Aside: there are two main sources of ThreadPool Queues, Pipelines and IOQueue.
IOQueue is definitely a IThreadPoolWorkItem
scenario as its doing its own thing; and I have PR for ASP.NET Core to move to that for when their repo merge is complete.
Pipelines is a more general IValueTaskSource
type thing; which seems like a more common pattern that could benefit.
A alternative approach to wrapping Pipelines in IThreadPoolWorkItem
would be to re-platform Pipelines on ManualResetValueTaskSourceCore
; and do the special casing in MRVTSC but I don't think that would work very easily as it is both .NET Standard and has a different shape of scheduler.
The advantage of using IThreadPoolWorkItem
in Pipelines is it would work for Default and non-Default contexts, and it would be less #ifdefy than MRVTSC.
The advantage of this PR's approach is it just works with no code changes to Pipelines other than using the new generic UnsafeQueueUserWorkItem overload; which was a desired change anyway https://github.com/dotnet/corefx/issues/32924.

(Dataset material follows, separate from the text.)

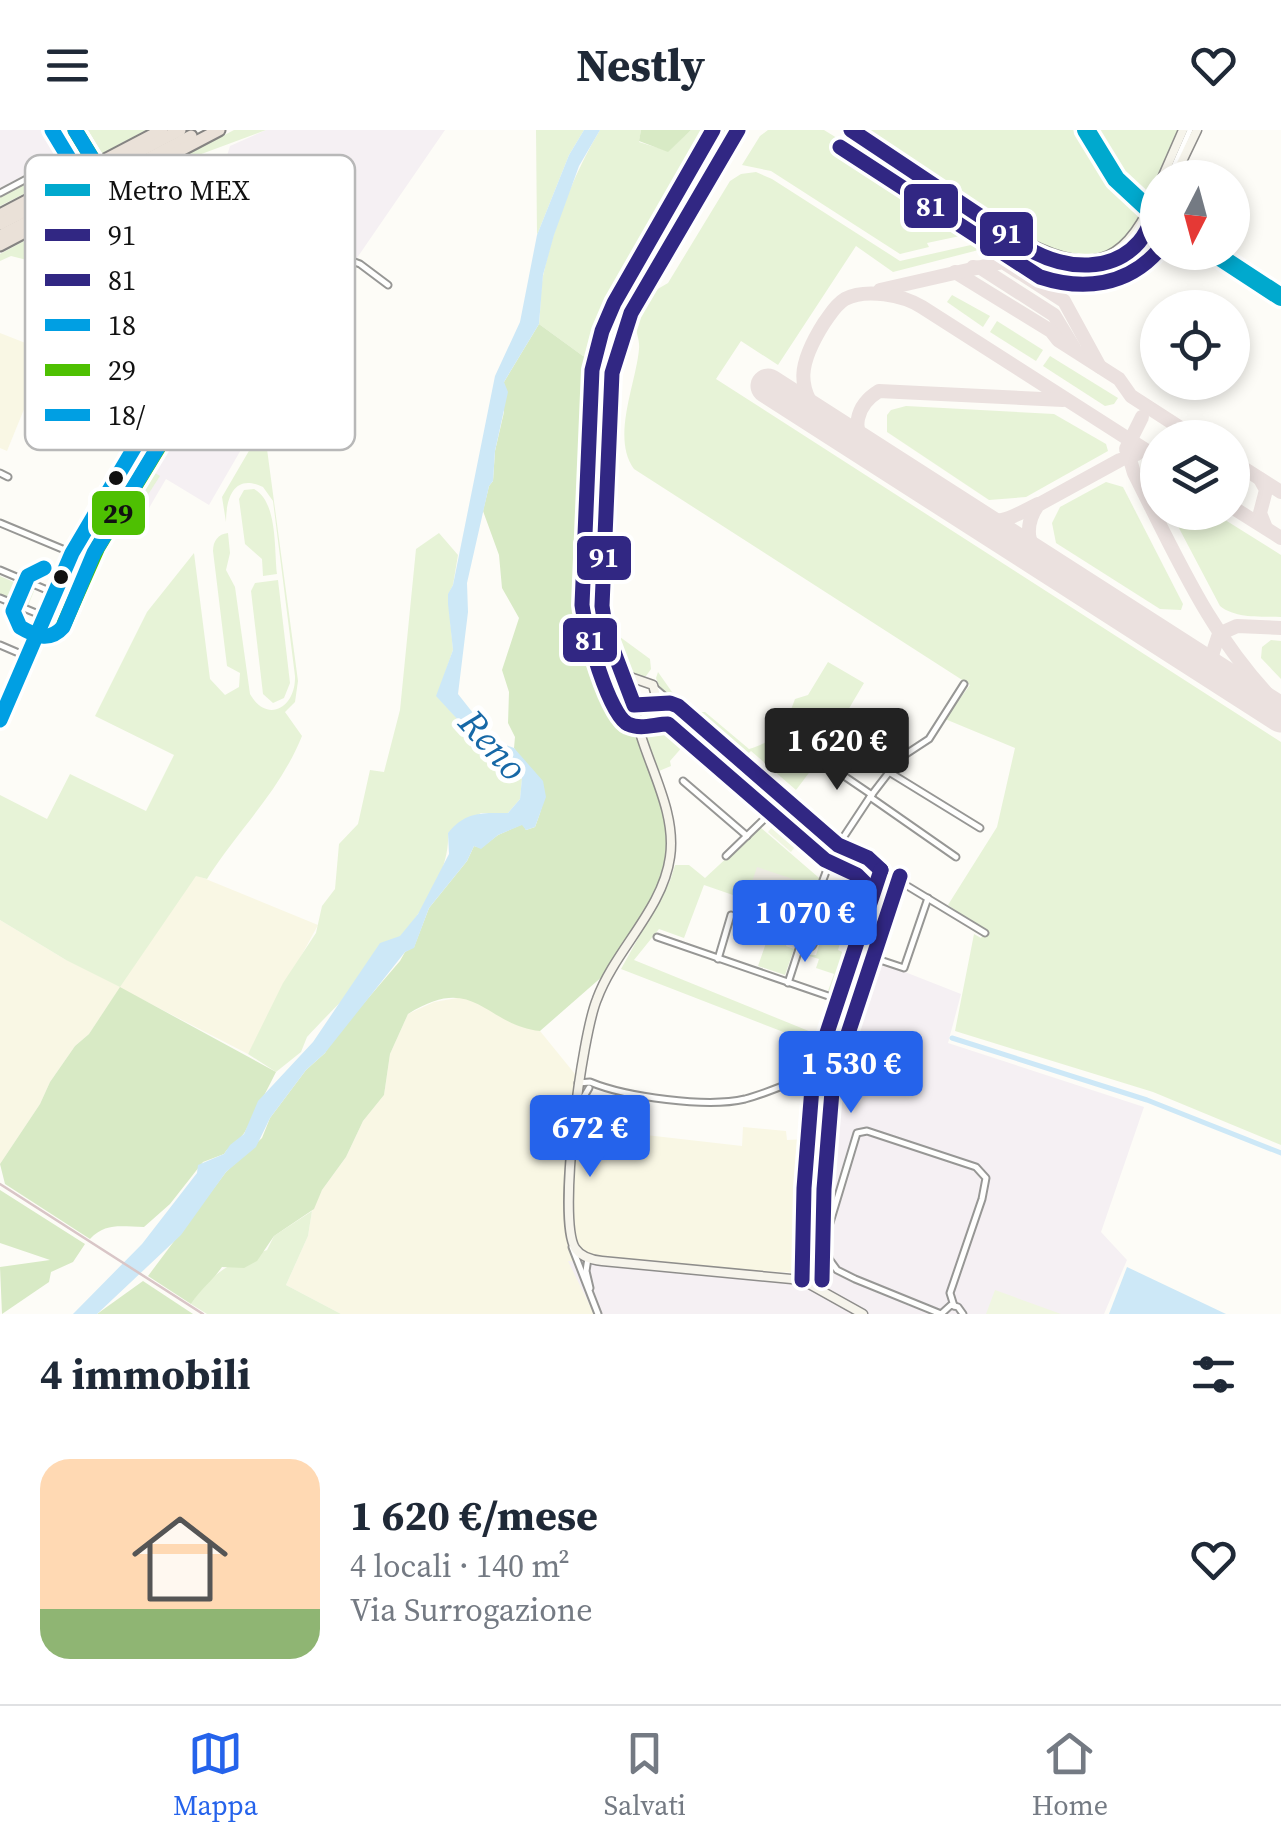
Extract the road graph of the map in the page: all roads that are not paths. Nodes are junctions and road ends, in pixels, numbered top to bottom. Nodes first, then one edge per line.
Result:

The disadvantage is it doesn't handle the non-Default context case, so allocations would still occur then (unlike IThreadPoolWorkItem
).
@dotnet-bot test Ubuntu x64 Checked Innerloop Build and Test (Jit - TieredCompilation=0)

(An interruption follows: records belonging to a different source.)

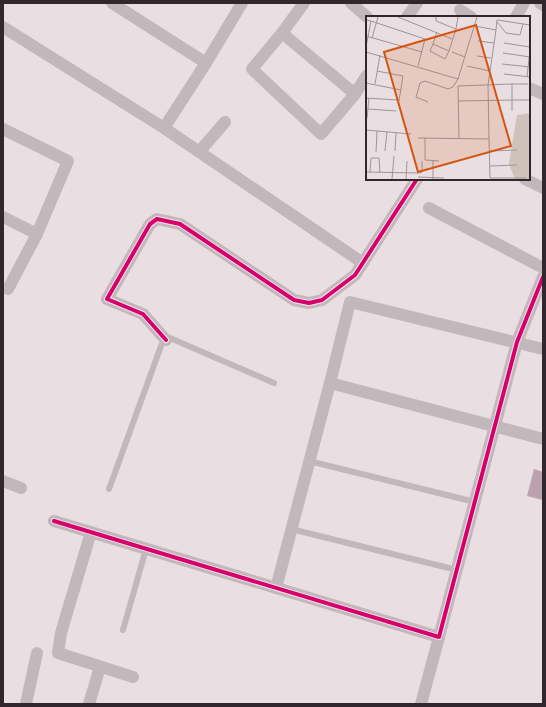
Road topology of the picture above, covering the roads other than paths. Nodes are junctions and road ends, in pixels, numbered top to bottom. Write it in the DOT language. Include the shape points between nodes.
graph roads {
  1 [pos="112,3"];
  2 [pos="242,3"];
  3 [pos="304,3"];
  4 [pos="351,3"];
  5 [pos="417,3"];
  6 [pos="524,3"];
  7 [pos="540,3"];
  8 [pos="543,4"];
  9 [pos="460,10"];
  10 [pos="366,16"];
  11 [pos="408,16"];
  12 [pos="469,16"];
  13 [pos="517,16"];
  14 [pos="3,27"];
  15 [pos="282,33"];
  16 [pos="206,63"];
  17 [pos="366,77"];
  18 [pos="530,88"];
  19 [pos="355,94"];
  20 [pos="543,94"];
  21 [pos="225,122"];
  22 [pos="164,128"];
  23 [pos="3,129"];
  24 [pos="200,152"];
  25 [pos="416,180"];
  26 [pos="527,180"];
  27 [pos="543,188"];
  28 [pos="429,208"];
  29 [pos="3,217"];
  30 [pos="37,234"];
  31 [pos="363,263"];
  32 [pos="543,268"];
  33 [pos="543,277"];
  34 [pos="8,290"];
  35 [pos="166,340"];
  36 [pos="517,342"];
  37 [pos="543,349"];
  38 [pos="274,383"];
  39 [pos="330,383"];
  40 [pos="494,427"];
  41 [pos="543,439"];
  42 [pos="309,461"];
  43 [pos="3,481"];
  44 [pos="21,488"];
  45 [pos="109,489"];
  46 [pos="475,502"];
  47 [pos="54,521"];
  48 [pos="291,529"];
  49 [pos="91,532"];
  50 [pos="146,549"];
  51 [pos="457,570"];
  52 [pos="276,588"];
  53 [pos="122,630"];
  54 [pos="439,637"];
  55 [pos="37,653"];
  56 [pos="100,666"];
  57 [pos="133,677"];
  58 [pos="26,704"];
  59 [pos="89,704"];
  60 [pos="421,704"];
  1 -- 16 [label="street"];
  2 -- 16 [label="street"];
  3 -- 15 [label="street"];
  4 -- 10 [label="street"];
  5 -- 11 [label="street"];
  6 -- 13 [label="street"];
  7 -- 8 [label="street"];
  9 -- 12 [label="street"];
  14 -- 22 [label="street"];
  15 -- 19 [label="street"];
  15 -- 19 [label="street" via="252,69 321,134"];
  16 -- 22 [label="street"];
  17 -- 19 [label="street"];
  18 -- 20 [label="street"];
  21 -- 24 [label="street"];
  22 -- 24 [label="street"];
  23 -- 30 [label="street" via="68,161"];
  24 -- 31 [label="street"];
  25 -- 31 [label="street"];
  26 -- 27 [label="street"];
  28 -- 32 [label="street"];
  29 -- 30 [label="street"];
  30 -- 34 [label="street"];
  31 -- 35 [label="street" via="355,275 322,300 309,303 294,300 180,224 157,220 150,224 107,299 143,314"];
  33 -- 36 [label="street"];
  35 -- 38 [label="lane" via="170,338"];
  35 -- 45 [label="lane" via="161,346"];
  36 -- 37 [label="street"];
  36 -- 39 [label="street" via="350,302"];
  36 -- 40 [label="street"];
  39 -- 40 [label="street"];
  39 -- 42 [label="street"];
  40 -- 41 [label="street"];
  40 -- 46 [label="street"];
  42 -- 46 [label="lane"];
  42 -- 48 [label="street"];
  43 -- 44 [label="street"];
  46 -- 51 [label="street"];
  47 -- 49 [label="street"];
  48 -- 51 [label="lane"];
  48 -- 52 [label="street"];
  49 -- 50 [label="street"];
  49 -- 56 [label="street" via="61,633 58,653"];
  50 -- 52 [label="street"];
  50 -- 53 [label="lane"];
  51 -- 54 [label="street"];
  52 -- 54 [label="street"];
  54 -- 60 [label="street"];
  55 -- 58 [label="street"];
  56 -- 57 [label="street"];
  56 -- 59 [label="street"];
}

Just because we've transgressed in the past and coupled things that shouldn't have been doesn't mean we should do it more. I like this better than I did before the delegate being owned by the thread pool, but I still don't love that the thread pool now needs to know about IAsyncStateMachineBox nor that it needs to check the callback every time anything is queued, regardless for whether it's related or not. Until very recently, ThreadPool didn't even know about Task, and that was only necessary to enable the public IThreadPoolWorkItem, the primary motivation of which was to provide an extensibility mechanism to avoid exactly this kind of dependency. And this doesn't help with AsTask, whereas checking in pipelines would.
That said, I'll noodle on it more while I'm away from my computer for the holiday.
Please separate out the unrelated MRVTSC change into its own PR. But note that it'll be very rare for the context to be non-null... so I'm not convinced it's worth adding the default check and increasing the amount of code. That would only be hit if someone called ValueTask.GetAwaiter().OnCompleted directly.
@dotnet-bot test OSX10.12 x64 Checked Innerloop Build and Test
And this doesn't help with AsTask
Turned ValueTaskSourceAsTask
into an IAsyncStateMachineBox
on Core so they can use same delegate and .AsTask
also can take advantage of this change
To my earlier question:
"How much does this change alone reliably move the needle on plaintext throughput?"
Any success getting such numbers?
But that hurts the case where the continuation isn't queued, e.g. ReadAsync().AsTask() on an unbounded channel that allows synchronous continuations, increasing the size of the resulting task by ~10% without commensurate throughput gains.
This isn't the default though right?
This isn't the default though right?
Not for channels. It is for sockets, e.g. socket.ReceiveAsync(...).AsTask().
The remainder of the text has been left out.